Выбрать главу

— Слава, слава! — восторженно завыли бродяги. — Да здравствует красотка Эсмеральда! Долой ублюдка Фролло, чтоб он издох в корчах!

— Провалиться ему со всеми потрохами!

— Пусть пекарь* пырнёт его вилами!

— Да зальёт Вельзевул расплавленный свинец ему в глотку!

— Amen! ** — противным голосом затянул тощий, как жердь, малый, вырядившийся в одеяние паломника.

— Долой! Долой! Долой! — дружно скандировали грабители и христарадники, воровки и проститутки, головорезы и калеки, бродяги и цыгане. Воздух сотрясался от бешеного рёва, разбавленного детским плачем и лаем всполошённых псов. Единственный протестующий голос, принадлежавший Эсмеральде, попросту утонул в этом торжествующем кличе, никем не услышанный. Клопен, довольный бурей, вызванной его пламенной речью, по-хозяйски плюхнулся рядом с цыганкой и провозгласил очередную здравицу в её честь.
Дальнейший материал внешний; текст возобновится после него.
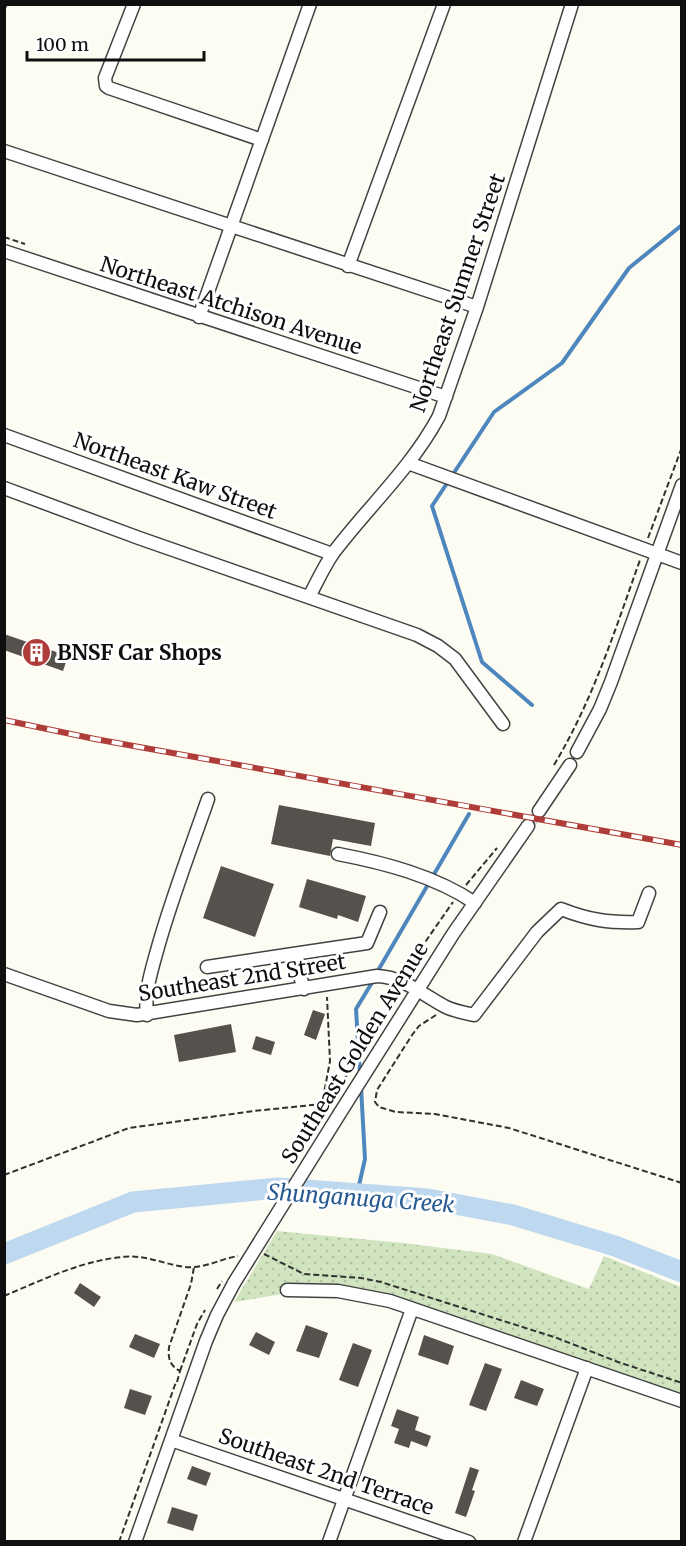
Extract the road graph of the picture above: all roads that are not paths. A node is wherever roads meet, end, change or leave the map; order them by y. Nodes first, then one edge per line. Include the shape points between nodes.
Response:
1 (134, 4) edge
2 (310, 4) edge
3 (444, 4) edge
4 (572, 4) edge
5 (262, 140) junction
6 (4, 151) edge
7 (232, 225) junction
8 (4, 251) edge
9 (348, 266) junction
10 (477, 308) junction
11 (199, 317) junction
12 (446, 397) junction
13 (4, 435) edge
14 (408, 463) junction
15 (681, 485) edge
16 (4, 488) edge
17 (332, 554) junction
18 (657, 554) junction
19 (681, 563) edge
20 (309, 597) junction
21 (503, 724) dead end
22 (577, 752) dead end
23 (570, 765) dead end
24 (208, 799) dead end
25 (539, 811) tunnel mouth
26 (528, 826) tunnel mouth
27 (338, 854) dead end
28 (649, 893) dead end
29 (475, 903) junction
30 (380, 912) dead end
31 (293, 954) junction
32 (207, 967) dead end
33 (4, 974) edge
34 (304, 989) junction
35 (418, 990) junction
36 (147, 1015) junction
37 (287, 1290) dead end
38 (412, 1309) junction
39 (587, 1368) junction
40 (681, 1401) edge
41 (171, 1440) junction
42 (344, 1500) junction
43 (135, 1542) edge
44 (329, 1542) edge
45 (469, 1542) edge
46 (524, 1542) edge

1 - 5 street via 105,78 106,86
2 - 5 street
3 - 9 street
4 - 10 street, Northeast Sumner Street
5 - 7 street
6 - 7 street
7 - 9 street
7 - 11 street
8 - 11 street, Northeast Atchison Avenue
9 - 10 street
10 - 12 street, Northeast Sumner Street
11 - 12 street, Northeast Atchison Avenue
12 - 14 street, Northeast Sumner Street via 432,429
13 - 17 street, Northeast Kaw Street
14 - 17 street, Northeast Sumner Street
14 - 18 street
15 - 18 street
16 - 20 street
17 - 20 street, Northeast Sumner Street
18 - 19 street
18 - 22 street via 611,682
20 - 21 street via 417,634 438,646 455,659
23 - 25 street
24 - 36 street via 150,976
26 - 29 street, Southeast Golden Avenue
27 - 29 street via 428,879
28 - 35 street, Southeast 2nd Street via 638,922 584,918 561,909 537,932 474,1015 444,1006
29 - 35 street, Southeast Golden Avenue
30 - 31 street via 367,943
31 - 32 street
31 - 34 street
33 - 36 street, Southeast 2nd Street via 109,1011
34 - 35 street, Southeast 2nd Street via 376,976 398,980
34 - 36 street, Southeast 2nd Street
35 - 41 street, Southeast Golden Avenue, bridge via 234,1283 217,1315
37 - 38 street via 367,1295
38 - 39 street
38 - 42 street
39 - 40 street
39 - 46 street
41 - 42 street, Southeast 2nd Terrace
41 - 43 street, Southeast Golden Avenue
42 - 44 street
42 - 45 street, Southeast 2nd Terrace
Эсмеральда сжала виски холодными пальцами. Всю ночь она прометалась на тюфяке в своей келье, ненадолго забываясь сном, едва дождалась утренней службы, молилась Деве Марии: о Жоаннесе Фролло, об отце Клоде, о Квазимодо, о собственном счастье. В нетерпении кружила по келье, не зная, как скоротать то бесконечно тянущееся время, когда последние минуты ожидания превращаются в часы. И вот, наконец, отец Клод вручил ей заветный свиток с королевской печатью. Сердце радостно ухнуло в груди и девушка, вся охваченная восторженным трепетом, не зная, как благодарить священника, в первый миг совсем позабыла о судье. Устыдившись собственной чёрствости, она расспросила у Клода об участи Жеана, после трогательно распрощалась с архидьяконом и Квазимодо, затем, сопровождаемая преданной Джали, как была — в белом облачении послушницы Отель-Дьё, покинула собор. Цыганка быстро, как ветер, бежала по улицам, наслаждаясь волей, возможностью идти, куда душе угодно, не повинуясь ничьим приказам и запретам.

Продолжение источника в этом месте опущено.